= Beginning of Section =

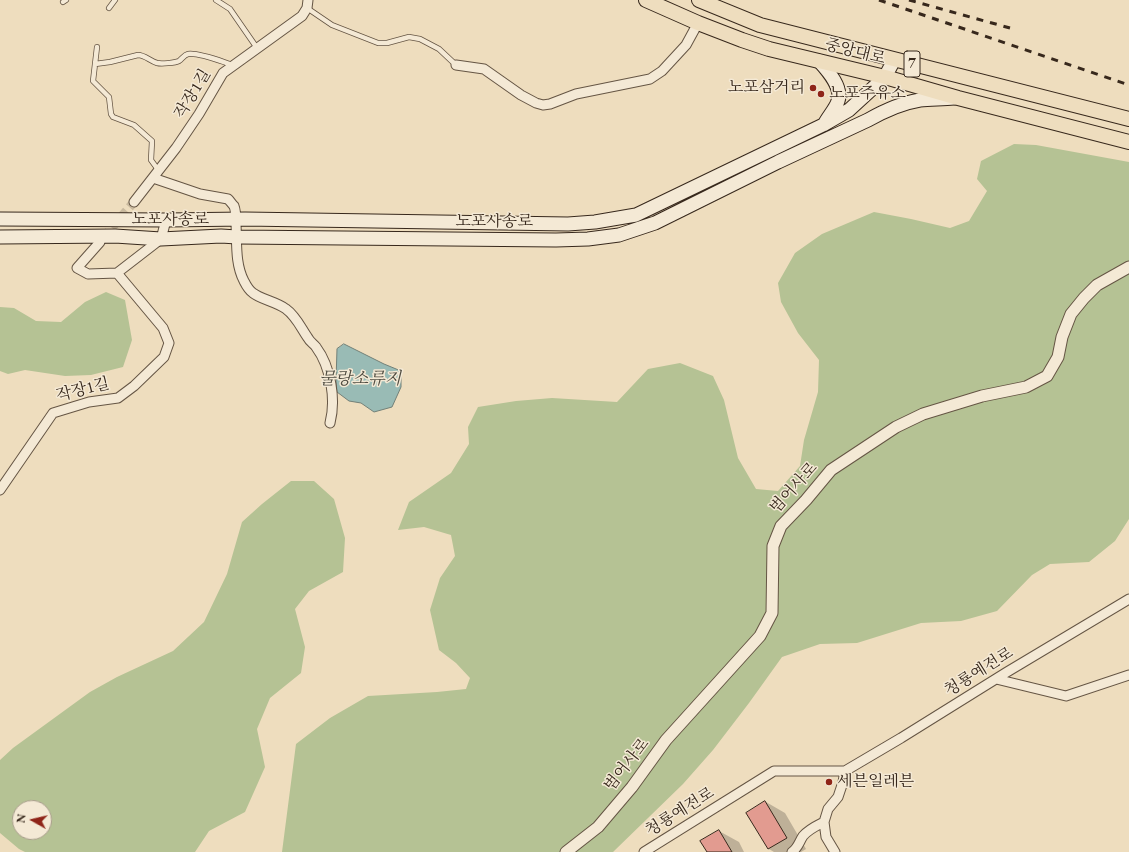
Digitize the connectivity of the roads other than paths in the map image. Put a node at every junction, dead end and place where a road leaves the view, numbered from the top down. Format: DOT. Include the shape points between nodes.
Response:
graph roads {
  1 [pos="115,0"];
  2 [pos="216,0"];
  3 [pos="646,0"];
  4 [pos="699,0"];
  5 [pos="307,4"];
  6 [pos="109,8"];
  7 [pos="698,23"];
  8 [pos="97,47"];
  9 [pos="257,48"];
  10 [pos="894,60"];
  11 [pos="818,61"];
  12 [pos="95,64"];
  13 [pos="456,65"];
  14 [pos="233,66"];
  15 [pos="885,77"];
  16 [pos="958,98"];
  17 [pos="1129,119"];
  18 [pos="823,125"];
  19 [pos="1129,142"];
  20 [pos="159,171"];
  21 [pos="153,178"];
  22 [pos="134,202"];
  23 [pos="0,219"];
  24 [pos="236,219"];
  25 [pos="166,220"];
  26 [pos="0,237"];
  27 [pos="237,237"];
  28 [pos="161,239"];
  29 [pos="100,242"];
  30 [pos="1129,267"];
  31 [pos="116,273"];
  32 [pos="330,423"];
  33 [pos="0,490"];
  34 [pos="1129,599"];
  35 [pos="1129,674"];
  36 [pos="996,679"];
  37 [pos="845,771"];
  38 [pos="824,822"];
  39 [pos="566,852"];
  40 [pos="644,852"];
  41 [pos="792,852"];
  42 [pos="835,852"];
  1 -- 6 [label="lane"];
  2 -- 9 [label="lane" via="230,9"];
  3 -- 7 [label="main road, 중앙대로 / 7"];
  4 -- 10 [label="main road, 중앙대로 / 7" via="760,25"];
  5 -- 9 [label="street, 작장1길" via="302,16"];
  5 -- 13 [label="lane" via="332,25 378,43 409,37 420,39 439,49"];
  7 -- 11 [label="main road, 중앙대로 / 7" via="769,49"];
  7 -- 13 [label="street" via="686,45 650,80 576,94 550,104 536,103 484,69"];
  8 -- 12 [label="lane"];
  9 -- 14 [label="street, 작장1길"];
  10 -- 15 [label="main road, 노포사송로"];
  10 -- 17 [label="main road, 중앙대로 / 7"];
  11 -- 15 [label="main road, 중앙대로 / 7"];
  11 -- 18 [label="main road" via="832,77 838,91 838,101"];
  12 -- 14 [label="lane" via="138,54 157,63 168,63 179,61 190,53"];
  12 -- 20 [label="lane" via="93,81 109,96 111,114 134,125 148,136 152,141 151,160"];
  14 -- 20 [label="street, 작장1길" via="223,73 199,114"];
  15 -- 16 [label="main road, 중앙대로 / 7"];
  15 -- 18 [label="main road, 노포사송로" via="849,110"];
  16 -- 19 [label="main road, 중앙대로 / 7"];
  16 -- 27 [label="main road, 노포사송로" via="920,100 881,113 655,223 619,235 556,240"];
  18 -- 24 [label="main road, 노포사송로" via="636,215 595,222 568,224"];
  20 -- 21 [label="street, 작장1길"];
  21 -- 22 [label="street, 작장1길"];
  21 -- 24 [label="street" via="200,194 228,199 235,207"];
  23 -- 25 [label="main road, 노포사송로"];
  24 -- 25 [label="main road, 노포사송로"];
  24 -- 27 [label="street"];
  25 -- 28 [label="street"];
  26 -- 28 [label="main road, 노포사송로" via="115,236"];
  27 -- 28 [label="main road, 노포사송로"];
  27 -- 32 [label="street" via="237,260 245,282 254,294 287,309 323,358 331,386"];
  28 -- 31 [label="street"];
  29 -- 31 [label="street" via="77,268 88,274"];
  30 -- 39 [label="street, 범어사로" via="1097,285 1071,314 1058,357 1047,376 1026,387 982,396 923,414 896,427 831,470 781,526 773,546 772,613 760,636 666,740 632,787 598,827"];
  31 -- 33 [label="street, 작장1길" via="163,328 169,343 164,357 118,398 89,402 53,413"];
  34 -- 36 [label="street, 청룡예전로"];
  35 -- 36 [label="street" via="1066,696"];
  36 -- 37 [label="street, 청룡예전로"];
  37 -- 38 [label="street" via="838,796 828,809"];
  37 -- 40 [label="street, 청룡예전로" via="774,771"];
  38 -- 41 [label="street" via="812,827"];
  38 -- 42 [label="street" via="826,837"];
}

= End of Section =

▶ _Your objective_
All of the entries above are to be written out exactly, with no pictures.

▶ _Solution to the problem_
Digitize the connectivity of the roads other than paths in the map image. Put a node at every junction, dead end and place where a road leaves the view, numbered from the top down. Format: DOT. Include the shape points between nodes.
Response:
graph roads {
  1 [pos="115,0"];
  2 [pos="216,0"];
  3 [pos="646,0"];
  4 [pos="699,0"];
  5 [pos="307,4"];
  6 [pos="109,8"];
  7 [pos="698,23"];
  8 [pos="97,47"];
  9 [pos="257,48"];
  10 [pos="894,60"];
  11 [pos="818,61"];
  12 [pos="95,64"];
  13 [pos="456,65"];
  14 [pos="233,66"];
  15 [pos="885,77"];
  16 [pos="958,98"];
  17 [pos="1129,119"];
  18 [pos="823,125"];
  19 [pos="1129,142"];
  20 [pos="159,171"];
  21 [pos="153,178"];
  22 [pos="134,202"];
  23 [pos="0,219"];
  24 [pos="236,219"];
  25 [pos="166,220"];
  26 [pos="0,237"];
  27 [pos="237,237"];
  28 [pos="161,239"];
  29 [pos="100,242"];
  30 [pos="1129,267"];
  31 [pos="116,273"];
  32 [pos="330,423"];
  33 [pos="0,490"];
  34 [pos="1129,599"];
  35 [pos="1129,674"];
  36 [pos="996,679"];
  37 [pos="845,771"];
  38 [pos="824,822"];
  39 [pos="566,852"];
  40 [pos="644,852"];
  41 [pos="792,852"];
  42 [pos="835,852"];
  1 -- 6 [label="lane"];
  2 -- 9 [label="lane" via="230,9"];
  3 -- 7 [label="main road, 중앙대로 / 7"];
  4 -- 10 [label="main road, 중앙대로 / 7" via="760,25"];
  5 -- 9 [label="street, 작장1길" via="302,16"];
  5 -- 13 [label="lane" via="332,25 378,43 409,37 420,39 439,49"];
  7 -- 11 [label="main road, 중앙대로 / 7" via="769,49"];
  7 -- 13 [label="street" via="686,45 650,80 576,94 550,104 536,103 484,69"];
  8 -- 12 [label="lane"];
  9 -- 14 [label="street, 작장1길"];
  10 -- 15 [label="main road, 노포사송로"];
  10 -- 17 [label="main road, 중앙대로 / 7"];
  11 -- 15 [label="main road, 중앙대로 / 7"];
  11 -- 18 [label="main road" via="832,77 838,91 838,101"];
  12 -- 14 [label="lane" via="138,54 157,63 168,63 179,61 190,53"];
  12 -- 20 [label="lane" via="93,81 109,96 111,114 134,125 148,136 152,141 151,160"];
  14 -- 20 [label="street, 작장1길" via="223,73 199,114"];
  15 -- 16 [label="main road, 중앙대로 / 7"];
  15 -- 18 [label="main road, 노포사송로" via="849,110"];
  16 -- 19 [label="main road, 중앙대로 / 7"];
  16 -- 27 [label="main road, 노포사송로" via="920,100 881,113 655,223 619,235 556,240"];
  18 -- 24 [label="main road, 노포사송로" via="636,215 595,222 568,224"];
  20 -- 21 [label="street, 작장1길"];
  21 -- 22 [label="street, 작장1길"];
  21 -- 24 [label="street" via="200,194 228,199 235,207"];
  23 -- 25 [label="main road, 노포사송로"];
  24 -- 25 [label="main road, 노포사송로"];
  24 -- 27 [label="street"];
  25 -- 28 [label="street"];
  26 -- 28 [label="main road, 노포사송로" via="115,236"];
  27 -- 28 [label="main road, 노포사송로"];
  27 -- 32 [label="street" via="237,260 245,282 254,294 287,309 323,358 331,386"];
  28 -- 31 [label="street"];
  29 -- 31 [label="street" via="77,268 88,274"];
  30 -- 39 [label="street, 범어사로" via="1097,285 1071,314 1058,357 1047,376 1026,387 982,396 923,414 896,427 831,470 781,526 773,546 772,613 760,636 666,740 632,787 598,827"];
  31 -- 33 [label="street, 작장1길" via="163,328 169,343 164,357 118,398 89,402 53,413"];
  34 -- 36 [label="street, 청룡예전로"];
  35 -- 36 [label="street" via="1066,696"];
  36 -- 37 [label="street, 청룡예전로"];
  37 -- 38 [label="street" via="838,796 828,809"];
  37 -- 40 [label="street, 청룡예전로" via="774,771"];
  38 -- 41 [label="street" via="812,827"];
  38 -- 42 [label="street" via="826,837"];
}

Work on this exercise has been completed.